Problem to work on:
Determine how many lines of the material hold the string "paths" and reply with only that number.

Data for the task:
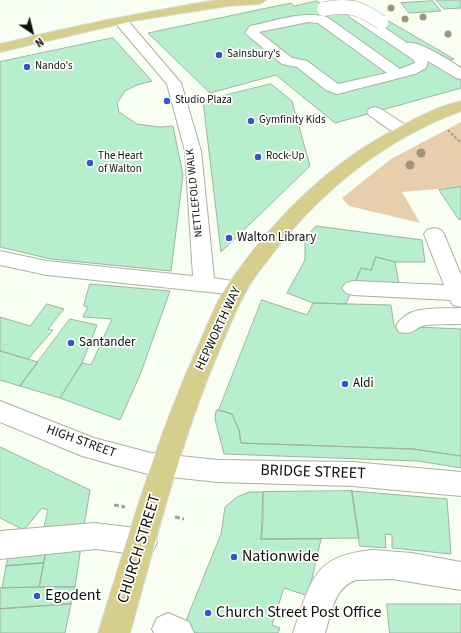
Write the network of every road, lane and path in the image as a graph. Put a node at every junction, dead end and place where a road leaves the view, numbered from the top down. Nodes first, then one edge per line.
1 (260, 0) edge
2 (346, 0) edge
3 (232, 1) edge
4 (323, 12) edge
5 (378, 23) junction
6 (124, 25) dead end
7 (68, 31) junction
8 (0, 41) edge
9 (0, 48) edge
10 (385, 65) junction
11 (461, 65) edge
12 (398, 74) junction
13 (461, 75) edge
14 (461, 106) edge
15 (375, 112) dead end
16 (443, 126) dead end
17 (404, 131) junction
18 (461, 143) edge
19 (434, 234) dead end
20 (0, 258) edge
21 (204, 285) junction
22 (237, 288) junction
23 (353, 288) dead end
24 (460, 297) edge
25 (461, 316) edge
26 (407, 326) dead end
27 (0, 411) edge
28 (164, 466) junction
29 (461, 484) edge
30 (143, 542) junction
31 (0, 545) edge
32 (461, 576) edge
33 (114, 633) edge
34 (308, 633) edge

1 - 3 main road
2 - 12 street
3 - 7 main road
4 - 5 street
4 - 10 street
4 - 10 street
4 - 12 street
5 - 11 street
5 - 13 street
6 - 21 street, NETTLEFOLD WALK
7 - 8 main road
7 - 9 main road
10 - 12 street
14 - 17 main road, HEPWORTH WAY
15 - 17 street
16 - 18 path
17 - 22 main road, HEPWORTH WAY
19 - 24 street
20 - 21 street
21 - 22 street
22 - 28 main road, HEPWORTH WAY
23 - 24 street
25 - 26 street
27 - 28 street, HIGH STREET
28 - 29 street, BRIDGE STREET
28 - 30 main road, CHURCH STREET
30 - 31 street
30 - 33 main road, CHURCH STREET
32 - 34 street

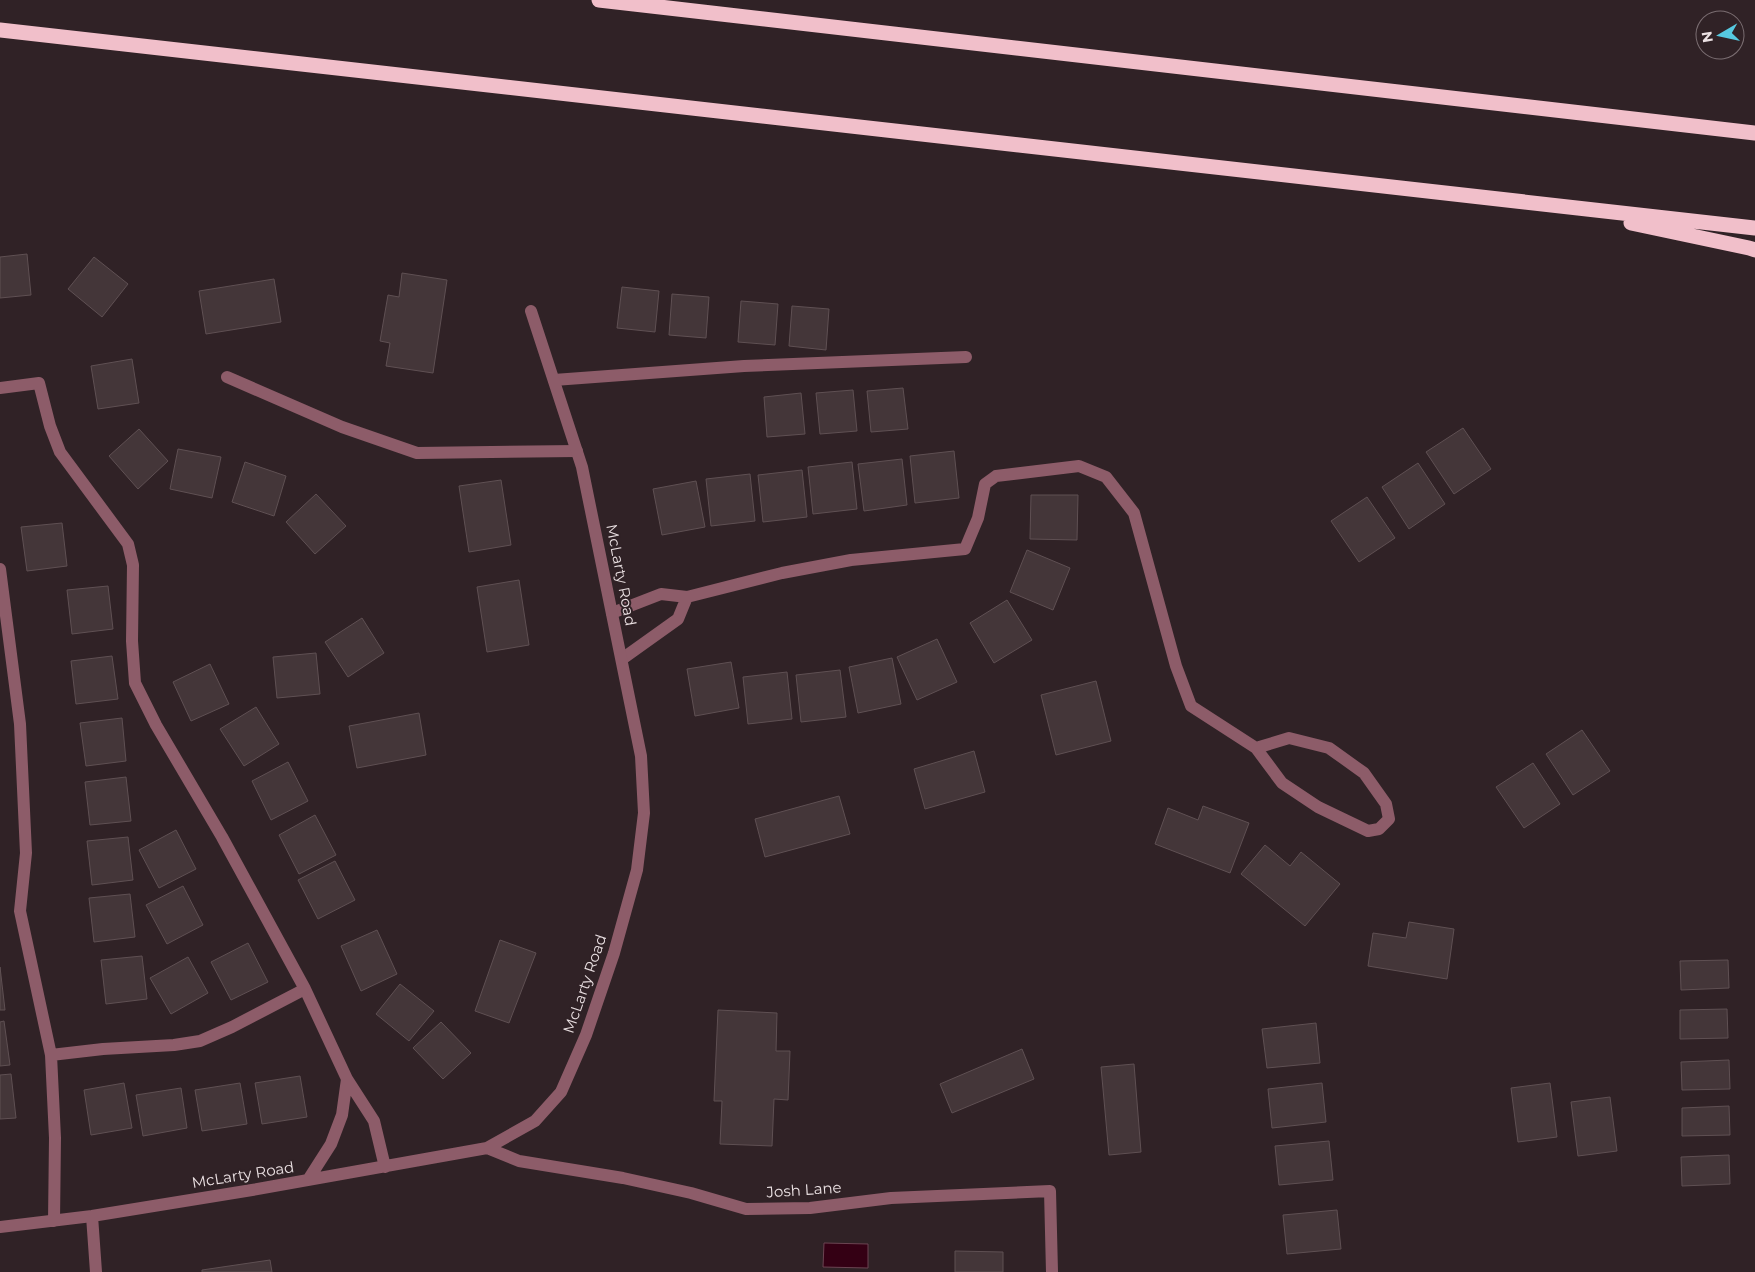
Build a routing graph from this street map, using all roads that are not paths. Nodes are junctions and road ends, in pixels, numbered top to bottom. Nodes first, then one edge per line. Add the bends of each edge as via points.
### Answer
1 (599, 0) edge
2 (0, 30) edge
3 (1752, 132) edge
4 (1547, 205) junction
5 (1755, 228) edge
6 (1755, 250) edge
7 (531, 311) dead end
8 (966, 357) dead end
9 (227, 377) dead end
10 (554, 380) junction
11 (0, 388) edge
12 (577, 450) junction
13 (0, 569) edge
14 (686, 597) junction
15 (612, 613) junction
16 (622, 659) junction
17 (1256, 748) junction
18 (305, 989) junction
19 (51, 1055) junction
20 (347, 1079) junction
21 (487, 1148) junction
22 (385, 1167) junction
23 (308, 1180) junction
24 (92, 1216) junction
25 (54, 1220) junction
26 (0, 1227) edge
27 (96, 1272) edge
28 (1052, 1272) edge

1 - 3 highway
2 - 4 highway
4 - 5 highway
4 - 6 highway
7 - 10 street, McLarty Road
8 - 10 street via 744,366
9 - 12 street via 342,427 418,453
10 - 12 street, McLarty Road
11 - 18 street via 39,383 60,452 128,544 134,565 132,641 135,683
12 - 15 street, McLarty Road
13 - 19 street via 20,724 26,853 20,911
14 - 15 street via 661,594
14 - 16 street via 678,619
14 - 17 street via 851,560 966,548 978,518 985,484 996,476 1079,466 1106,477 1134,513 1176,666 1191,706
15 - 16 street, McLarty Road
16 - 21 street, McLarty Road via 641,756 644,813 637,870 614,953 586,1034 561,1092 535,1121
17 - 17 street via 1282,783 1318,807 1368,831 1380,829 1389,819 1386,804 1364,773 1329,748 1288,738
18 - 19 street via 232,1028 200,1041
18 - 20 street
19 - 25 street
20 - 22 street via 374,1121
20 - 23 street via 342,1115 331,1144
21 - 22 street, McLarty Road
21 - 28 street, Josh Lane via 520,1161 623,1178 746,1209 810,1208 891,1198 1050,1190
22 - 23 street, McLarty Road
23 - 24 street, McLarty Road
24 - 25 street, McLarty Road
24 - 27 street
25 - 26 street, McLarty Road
---
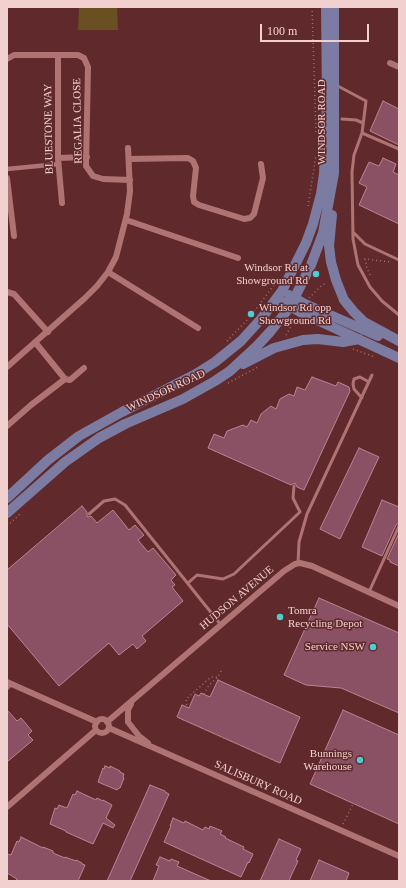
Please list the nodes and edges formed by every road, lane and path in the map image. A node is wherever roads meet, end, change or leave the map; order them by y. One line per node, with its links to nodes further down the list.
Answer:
---
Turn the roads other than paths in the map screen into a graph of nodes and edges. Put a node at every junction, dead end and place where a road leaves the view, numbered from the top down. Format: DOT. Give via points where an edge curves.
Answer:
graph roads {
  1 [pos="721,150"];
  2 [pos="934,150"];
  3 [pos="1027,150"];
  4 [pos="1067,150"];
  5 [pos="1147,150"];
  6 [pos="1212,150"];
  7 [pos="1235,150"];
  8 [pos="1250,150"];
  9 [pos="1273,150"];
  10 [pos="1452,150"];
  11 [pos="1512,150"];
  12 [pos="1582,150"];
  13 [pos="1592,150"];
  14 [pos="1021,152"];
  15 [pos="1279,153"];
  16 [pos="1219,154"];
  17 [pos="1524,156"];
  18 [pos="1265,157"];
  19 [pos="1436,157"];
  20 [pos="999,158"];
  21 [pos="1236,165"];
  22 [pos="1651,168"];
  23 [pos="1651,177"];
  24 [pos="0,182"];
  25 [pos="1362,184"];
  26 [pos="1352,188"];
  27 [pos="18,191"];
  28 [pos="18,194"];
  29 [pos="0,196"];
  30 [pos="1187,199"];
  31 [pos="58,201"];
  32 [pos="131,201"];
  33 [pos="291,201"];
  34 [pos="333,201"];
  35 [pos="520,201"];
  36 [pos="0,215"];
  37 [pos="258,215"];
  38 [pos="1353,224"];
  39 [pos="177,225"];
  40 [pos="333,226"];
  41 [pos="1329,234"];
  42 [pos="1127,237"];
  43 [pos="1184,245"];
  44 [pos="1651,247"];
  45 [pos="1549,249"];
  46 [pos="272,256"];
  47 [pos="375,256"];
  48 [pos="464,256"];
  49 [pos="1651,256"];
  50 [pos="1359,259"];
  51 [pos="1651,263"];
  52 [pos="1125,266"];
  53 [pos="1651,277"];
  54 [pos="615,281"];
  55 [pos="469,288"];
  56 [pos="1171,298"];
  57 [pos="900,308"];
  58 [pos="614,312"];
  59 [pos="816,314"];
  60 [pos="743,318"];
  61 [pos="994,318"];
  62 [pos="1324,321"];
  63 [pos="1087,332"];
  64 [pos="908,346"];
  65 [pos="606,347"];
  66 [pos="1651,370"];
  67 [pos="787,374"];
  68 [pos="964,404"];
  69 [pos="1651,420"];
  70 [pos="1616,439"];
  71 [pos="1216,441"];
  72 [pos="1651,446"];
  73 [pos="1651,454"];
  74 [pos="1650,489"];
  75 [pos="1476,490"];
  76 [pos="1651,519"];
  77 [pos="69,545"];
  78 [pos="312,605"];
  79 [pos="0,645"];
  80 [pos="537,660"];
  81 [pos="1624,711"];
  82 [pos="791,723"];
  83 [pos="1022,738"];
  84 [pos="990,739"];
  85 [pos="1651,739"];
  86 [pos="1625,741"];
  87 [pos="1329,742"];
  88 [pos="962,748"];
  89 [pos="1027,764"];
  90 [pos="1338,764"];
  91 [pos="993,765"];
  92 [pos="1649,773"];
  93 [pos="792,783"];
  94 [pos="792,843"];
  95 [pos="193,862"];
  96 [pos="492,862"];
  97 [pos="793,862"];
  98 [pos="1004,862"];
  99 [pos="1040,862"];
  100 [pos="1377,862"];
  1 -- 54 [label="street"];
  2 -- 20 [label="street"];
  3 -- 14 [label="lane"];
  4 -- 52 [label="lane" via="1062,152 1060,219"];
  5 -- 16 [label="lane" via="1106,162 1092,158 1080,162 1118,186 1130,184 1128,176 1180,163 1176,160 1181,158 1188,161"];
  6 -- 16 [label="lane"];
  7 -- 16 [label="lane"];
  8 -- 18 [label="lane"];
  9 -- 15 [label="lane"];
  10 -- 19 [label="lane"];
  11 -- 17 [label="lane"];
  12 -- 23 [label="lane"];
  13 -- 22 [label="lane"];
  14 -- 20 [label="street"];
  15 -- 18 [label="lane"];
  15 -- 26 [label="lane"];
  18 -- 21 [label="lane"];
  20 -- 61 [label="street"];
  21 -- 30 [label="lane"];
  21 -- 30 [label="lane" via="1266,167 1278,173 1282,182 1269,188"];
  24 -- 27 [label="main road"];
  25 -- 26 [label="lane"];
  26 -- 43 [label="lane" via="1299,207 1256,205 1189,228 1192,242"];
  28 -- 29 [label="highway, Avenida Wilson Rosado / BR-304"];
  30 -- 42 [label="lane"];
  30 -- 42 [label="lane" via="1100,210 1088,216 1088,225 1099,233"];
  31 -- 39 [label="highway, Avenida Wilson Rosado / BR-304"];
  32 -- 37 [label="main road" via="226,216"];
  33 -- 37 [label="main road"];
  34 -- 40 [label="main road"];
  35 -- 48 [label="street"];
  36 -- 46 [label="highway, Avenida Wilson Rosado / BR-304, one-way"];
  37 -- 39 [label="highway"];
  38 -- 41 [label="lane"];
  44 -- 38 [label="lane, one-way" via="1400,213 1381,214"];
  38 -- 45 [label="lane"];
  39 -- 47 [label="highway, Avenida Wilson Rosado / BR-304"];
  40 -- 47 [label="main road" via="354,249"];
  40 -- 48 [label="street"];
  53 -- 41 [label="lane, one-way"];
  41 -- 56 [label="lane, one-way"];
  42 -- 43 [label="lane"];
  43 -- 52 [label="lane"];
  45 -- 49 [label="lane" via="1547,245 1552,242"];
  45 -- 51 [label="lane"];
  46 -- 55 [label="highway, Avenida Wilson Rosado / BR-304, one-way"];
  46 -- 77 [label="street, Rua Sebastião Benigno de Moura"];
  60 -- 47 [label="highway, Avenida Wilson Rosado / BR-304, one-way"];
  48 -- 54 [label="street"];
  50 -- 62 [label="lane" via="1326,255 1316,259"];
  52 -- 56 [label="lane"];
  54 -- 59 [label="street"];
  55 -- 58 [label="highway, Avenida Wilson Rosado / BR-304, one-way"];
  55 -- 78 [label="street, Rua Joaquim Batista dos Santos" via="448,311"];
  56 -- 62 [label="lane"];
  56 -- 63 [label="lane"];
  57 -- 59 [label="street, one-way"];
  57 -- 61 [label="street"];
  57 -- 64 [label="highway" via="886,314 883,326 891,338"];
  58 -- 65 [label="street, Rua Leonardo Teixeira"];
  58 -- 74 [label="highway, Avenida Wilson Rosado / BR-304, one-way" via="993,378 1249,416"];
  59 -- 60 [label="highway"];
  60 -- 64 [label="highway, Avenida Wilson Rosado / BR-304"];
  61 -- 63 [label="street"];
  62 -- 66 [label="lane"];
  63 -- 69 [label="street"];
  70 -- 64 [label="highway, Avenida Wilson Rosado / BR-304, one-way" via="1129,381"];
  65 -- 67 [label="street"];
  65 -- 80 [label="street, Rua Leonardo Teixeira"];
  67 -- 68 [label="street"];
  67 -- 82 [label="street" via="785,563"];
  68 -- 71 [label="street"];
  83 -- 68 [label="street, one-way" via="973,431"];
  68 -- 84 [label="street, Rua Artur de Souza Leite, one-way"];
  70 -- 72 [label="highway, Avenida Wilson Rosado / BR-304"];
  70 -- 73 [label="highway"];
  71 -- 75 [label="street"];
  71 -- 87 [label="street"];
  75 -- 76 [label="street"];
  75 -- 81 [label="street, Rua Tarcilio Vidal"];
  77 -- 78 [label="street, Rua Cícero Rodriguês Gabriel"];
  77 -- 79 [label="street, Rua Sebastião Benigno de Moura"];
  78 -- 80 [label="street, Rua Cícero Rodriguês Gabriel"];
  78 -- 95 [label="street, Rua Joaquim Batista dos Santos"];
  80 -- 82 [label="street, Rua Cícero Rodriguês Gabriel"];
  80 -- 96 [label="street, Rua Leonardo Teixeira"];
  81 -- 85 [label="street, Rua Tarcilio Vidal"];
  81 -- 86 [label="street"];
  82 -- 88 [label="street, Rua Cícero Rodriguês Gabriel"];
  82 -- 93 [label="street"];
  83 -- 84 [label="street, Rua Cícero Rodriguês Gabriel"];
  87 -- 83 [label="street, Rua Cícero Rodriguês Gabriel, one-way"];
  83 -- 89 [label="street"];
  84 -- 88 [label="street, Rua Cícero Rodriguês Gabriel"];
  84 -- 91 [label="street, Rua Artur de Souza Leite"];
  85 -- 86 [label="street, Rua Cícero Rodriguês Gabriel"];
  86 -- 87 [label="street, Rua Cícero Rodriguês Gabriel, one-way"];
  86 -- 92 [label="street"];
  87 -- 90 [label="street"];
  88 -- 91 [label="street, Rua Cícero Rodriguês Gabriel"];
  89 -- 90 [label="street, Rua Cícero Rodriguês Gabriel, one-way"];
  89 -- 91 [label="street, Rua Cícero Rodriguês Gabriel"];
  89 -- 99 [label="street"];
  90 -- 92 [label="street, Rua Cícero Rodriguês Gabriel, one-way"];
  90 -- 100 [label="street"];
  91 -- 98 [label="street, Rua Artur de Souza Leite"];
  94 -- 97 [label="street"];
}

Worked solution:
2